This business use case showcases how B-yond deployed their innovative solution, "Continuous Assurance" (CA), to transform the Security Operations Center (SOC) operations of Ooredoo Qatar. CA utilizes advanced analytics, artificial intelligence (AI) and machine learning (ML) to monitor Ooredoo's network health and customer experience in real-time. The solution's unique capabilities include early anomaly detection, root cause analysis and identification of impacted customers, resulting in quicker incident response times and improved troubleshooting.
Ooredoo Qatar's network was rapidly expanding, particularly with the deployment of 5G, to ensure a seamless customer experience during popular sports events. The growing network presented several challenges for the SOC team, including:
- Managing the vast amount of data generated by the SOC, such as network logs, alerts and performance metrics, leads to delays in incident detection and response.
- Limited visibility into overall network performance, with SOC operators dealing with specific network element domains instead of having a comprehensive view.
- Inability to prioritize highly impactful incidents due to a lack of visibility into the service and customer impact of incidents.
These challenges necessitated the adoption of AI/ML-based solutions to effectively monitor and manage the complexity and scale of modern networks and deliver a high-quality customer experience.
Solution and Innovation:
B-yond's Continuous Assurance solution was deployed to provide real-time monitoring and analysis of Ooredoo Qatar's network performance, configuration management, faults and transactional data. The solution utilized multiple machine-learning algorithms, including supervised and unsupervised approaches, for early anomaly detection and differentiation between data and network anomalies across various network domains.
The anomaly classification engine was employed to identify each anomaly's impact on the service and customer, even identifying impacted VIPs and customers. Continuous Assurance also performed cross-domain correlation to identify root causes of anomalies causing other issues. This early detection and root cause analysis helped improve network performance and customer experience significantly.

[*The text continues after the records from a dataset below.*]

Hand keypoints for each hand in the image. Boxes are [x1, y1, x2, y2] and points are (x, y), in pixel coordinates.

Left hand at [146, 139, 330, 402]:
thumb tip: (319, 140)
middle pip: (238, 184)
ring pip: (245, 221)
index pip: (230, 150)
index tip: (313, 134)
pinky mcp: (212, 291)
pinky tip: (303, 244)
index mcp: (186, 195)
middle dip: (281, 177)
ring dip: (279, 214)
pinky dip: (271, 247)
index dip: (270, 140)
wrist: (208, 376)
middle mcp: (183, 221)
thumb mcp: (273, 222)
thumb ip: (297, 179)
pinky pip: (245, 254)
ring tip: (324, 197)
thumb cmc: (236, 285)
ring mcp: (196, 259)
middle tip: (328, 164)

The implementation of Continuous Assurance resulted in measurable improvements for Ooredoo Qatar:
- Enhanced Early Detection: The SOC team improved Mean Time to Detect (MTTD) by up to 45 minutes, allowing faster detection and response to network issues, reducing the impact on customers.
- Increased Hidden Issue Detection: Hidden issues, such as sleeping cells and availability problems, were detected up to 40% more effectively, minimizing the escalation of network issues.

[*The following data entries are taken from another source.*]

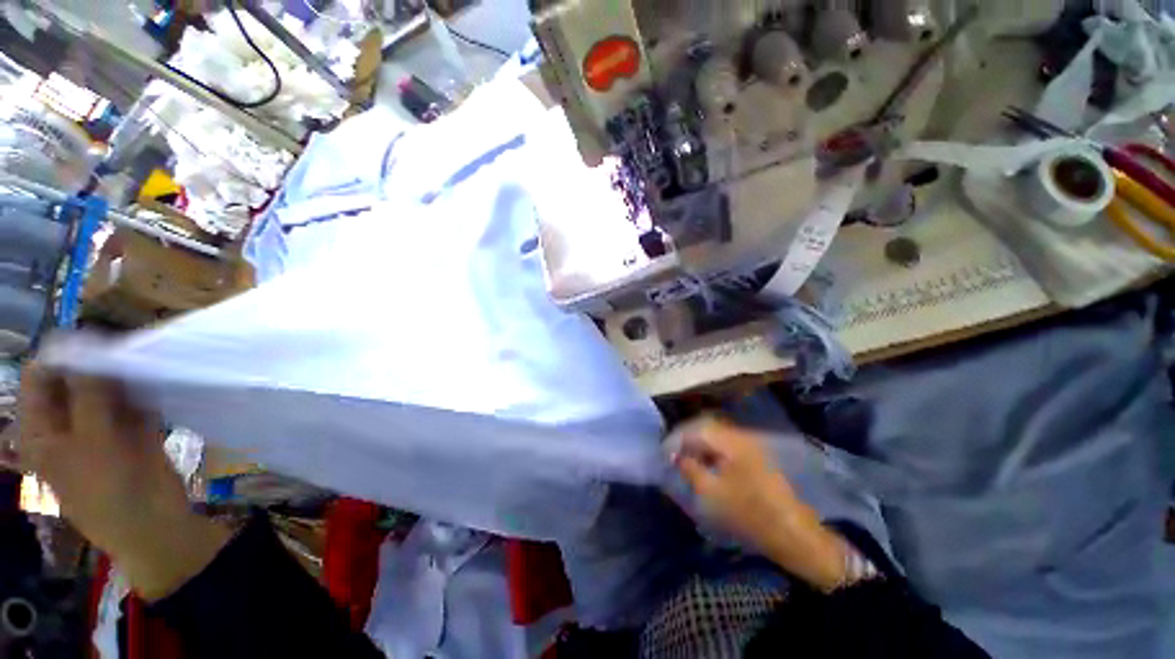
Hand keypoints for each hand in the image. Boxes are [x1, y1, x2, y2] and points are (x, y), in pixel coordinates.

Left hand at [17, 364, 230, 600]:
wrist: (153, 522)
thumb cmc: (108, 489)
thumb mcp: (92, 441)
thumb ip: (88, 392)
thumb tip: (86, 341)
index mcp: (42, 428)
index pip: (41, 377)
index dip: (64, 356)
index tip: (97, 342)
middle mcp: (66, 423)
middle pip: (75, 380)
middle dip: (98, 363)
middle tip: (125, 351)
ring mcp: (100, 427)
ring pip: (107, 389)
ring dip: (124, 375)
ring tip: (144, 362)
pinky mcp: (130, 430)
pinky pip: (133, 401)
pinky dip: (144, 389)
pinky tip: (158, 378)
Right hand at [672, 418, 850, 591]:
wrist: (792, 533)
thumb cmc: (749, 512)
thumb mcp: (711, 492)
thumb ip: (690, 469)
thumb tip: (675, 456)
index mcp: (730, 441)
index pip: (695, 428)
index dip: (676, 439)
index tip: (663, 453)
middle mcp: (740, 436)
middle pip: (705, 427)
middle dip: (685, 439)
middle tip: (672, 455)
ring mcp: (749, 446)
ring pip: (715, 436)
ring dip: (697, 444)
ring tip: (684, 460)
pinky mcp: (754, 457)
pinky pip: (724, 445)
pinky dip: (710, 451)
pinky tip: (704, 465)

- Reduced Troubleshooting Time: The solution reduced Mean Time to Resolve (MTTR) incidents by up to 70%, enabling quick identification of root causes and prioritization of incident resolution.
These improvements led to a 30% increase in both MTTD and MTTR metrics, ultimately resulting in higher customer satisfaction scores, reduced manual processes and decreased network downtime costs.

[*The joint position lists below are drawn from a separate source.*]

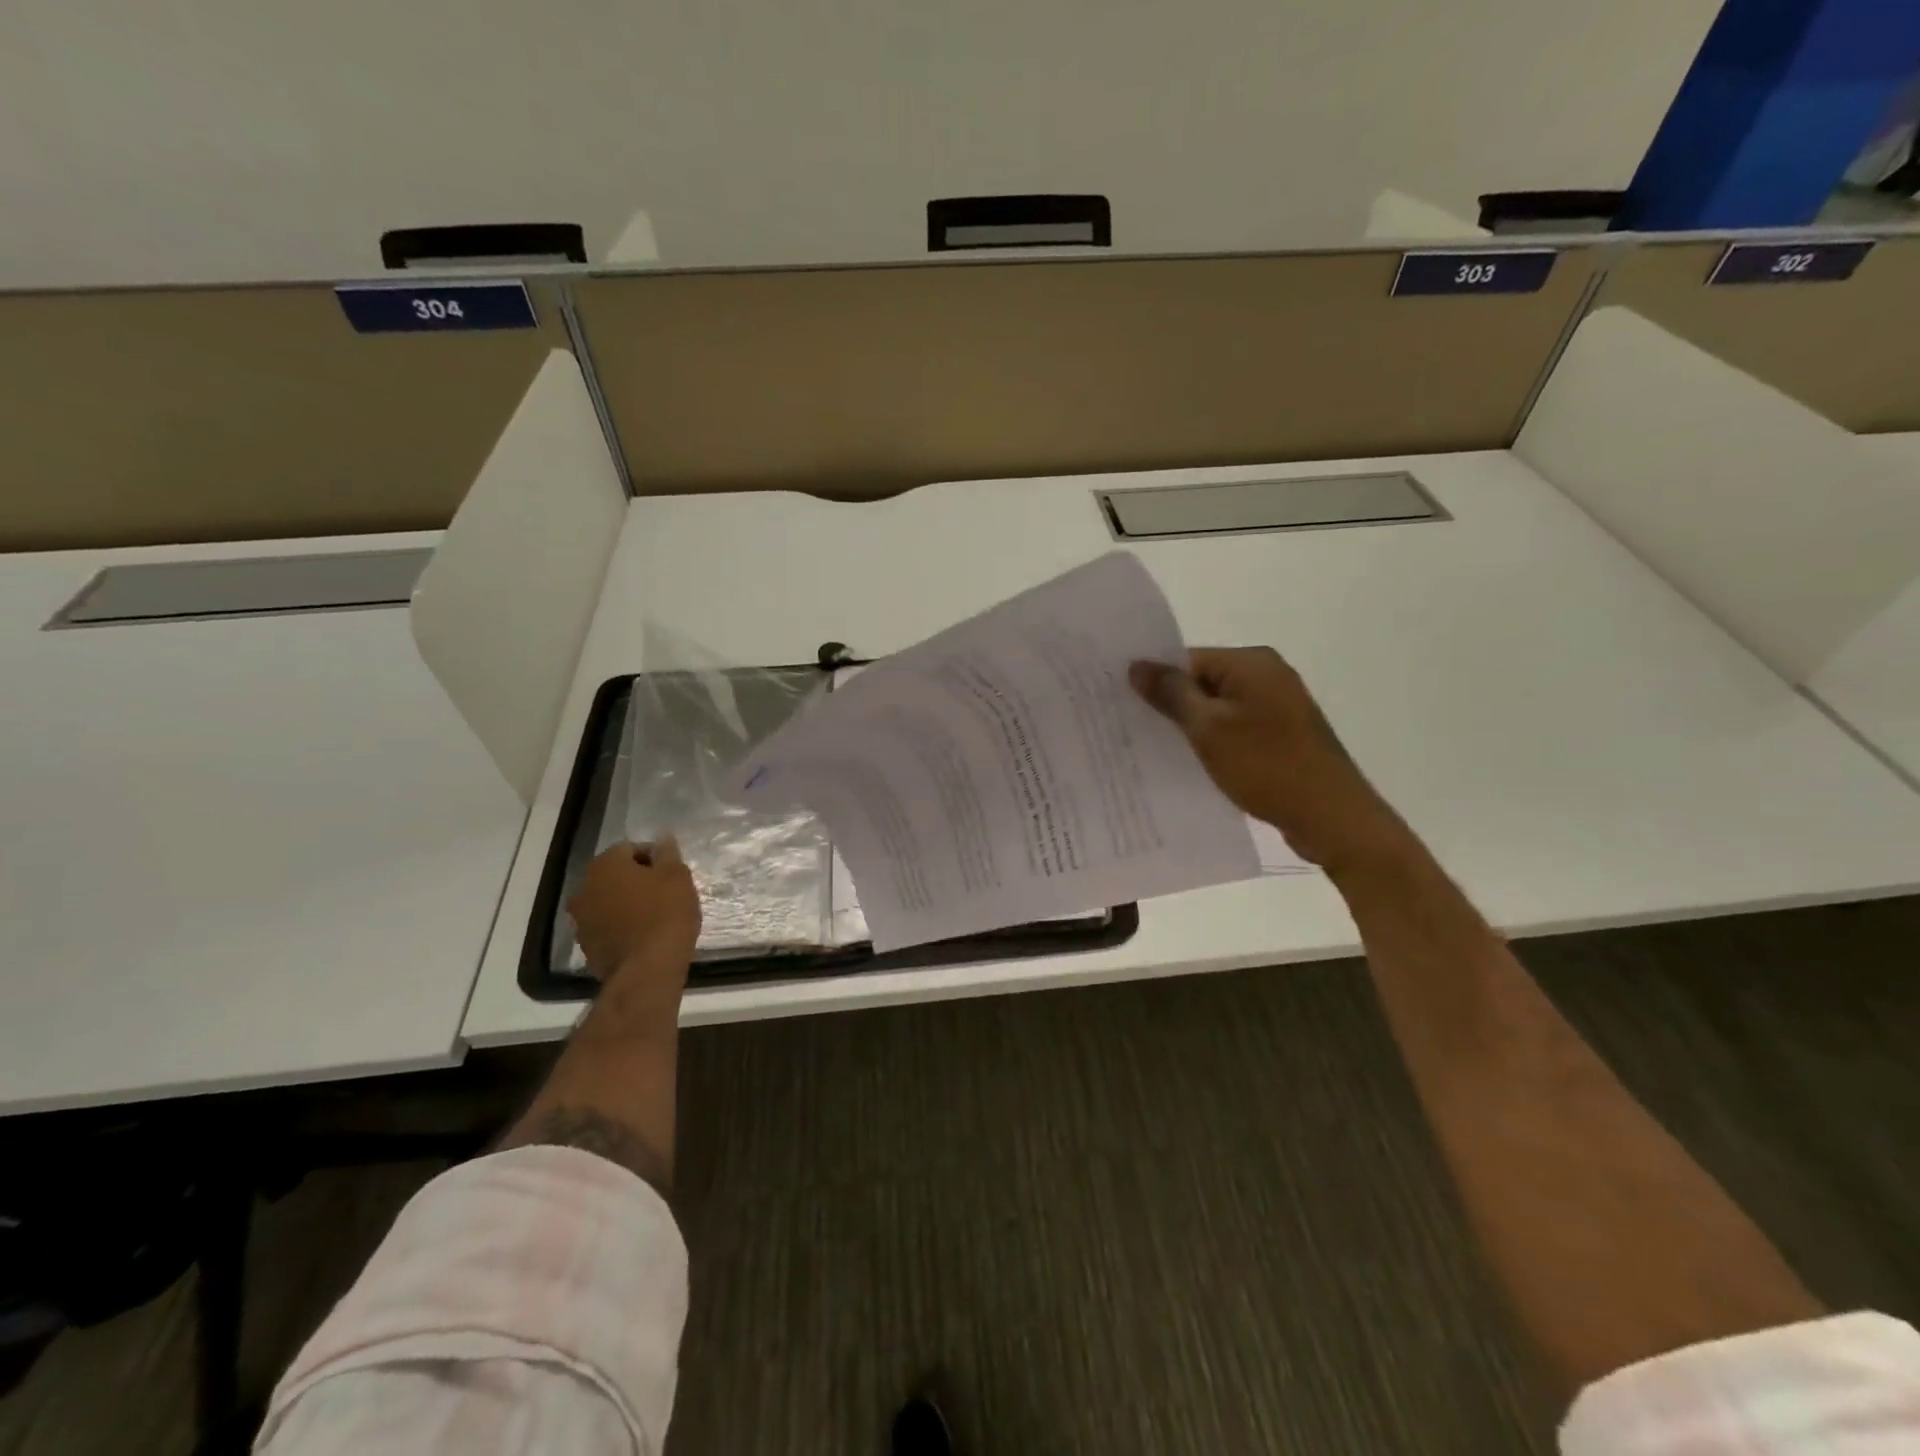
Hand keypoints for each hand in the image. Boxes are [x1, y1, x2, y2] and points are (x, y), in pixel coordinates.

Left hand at [567, 837, 701, 996]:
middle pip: (615, 874)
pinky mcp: (587, 946)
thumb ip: (667, 853)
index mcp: (605, 865)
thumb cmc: (665, 914)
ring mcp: (581, 919)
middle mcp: (584, 887)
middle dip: (638, 879)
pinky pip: (606, 925)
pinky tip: (643, 935)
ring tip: (655, 915)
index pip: (630, 848)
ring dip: (627, 902)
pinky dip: (621, 925)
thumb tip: (662, 838)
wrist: (646, 970)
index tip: (673, 873)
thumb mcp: (677, 877)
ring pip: (609, 900)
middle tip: (665, 892)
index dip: (654, 858)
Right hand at [1130, 647, 1411, 874]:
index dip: (1155, 680)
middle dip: (1169, 705)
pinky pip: (1234, 728)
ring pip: (1217, 708)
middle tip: (1129, 728)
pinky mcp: (1281, 735)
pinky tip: (1189, 763)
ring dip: (1190, 727)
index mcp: (1252, 663)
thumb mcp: (1209, 728)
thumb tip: (1138, 665)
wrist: (1331, 817)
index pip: (1187, 659)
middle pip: (1202, 681)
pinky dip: (1212, 742)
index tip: (1121, 704)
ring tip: (1152, 748)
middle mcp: (1267, 675)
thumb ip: (1171, 694)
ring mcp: (1277, 706)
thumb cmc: (1266, 765)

TM Forum Standards and Frameworks:
B-yond and Ooredoo adhered to the TM Forum's Framework, including the Information Framework (SID), Business Process Framework (eTOM) and Application Framework (TAM). These standards ensured the alignment of Continuous Assurance with industry best practices.
Moreover, TM Forum's Open APIs were used to integrate the solution seamlessly with Ooredoo Qatar's existing systems and applications, facilitating data flow and analysis.
By implementing B-yond's Continuous Assurance solution, Ooredoo Qatar successfully transformed its SOC operations, leveraging AI/ML technologies to enhance early detection, improve troubleshooting efficiency and deliver a seamless customer experience during high-traffic events. The adoption of TM Forum Standards further ensured the solution's alignment with industry best practices, making it a unique and effective approach to SOC operations optimization.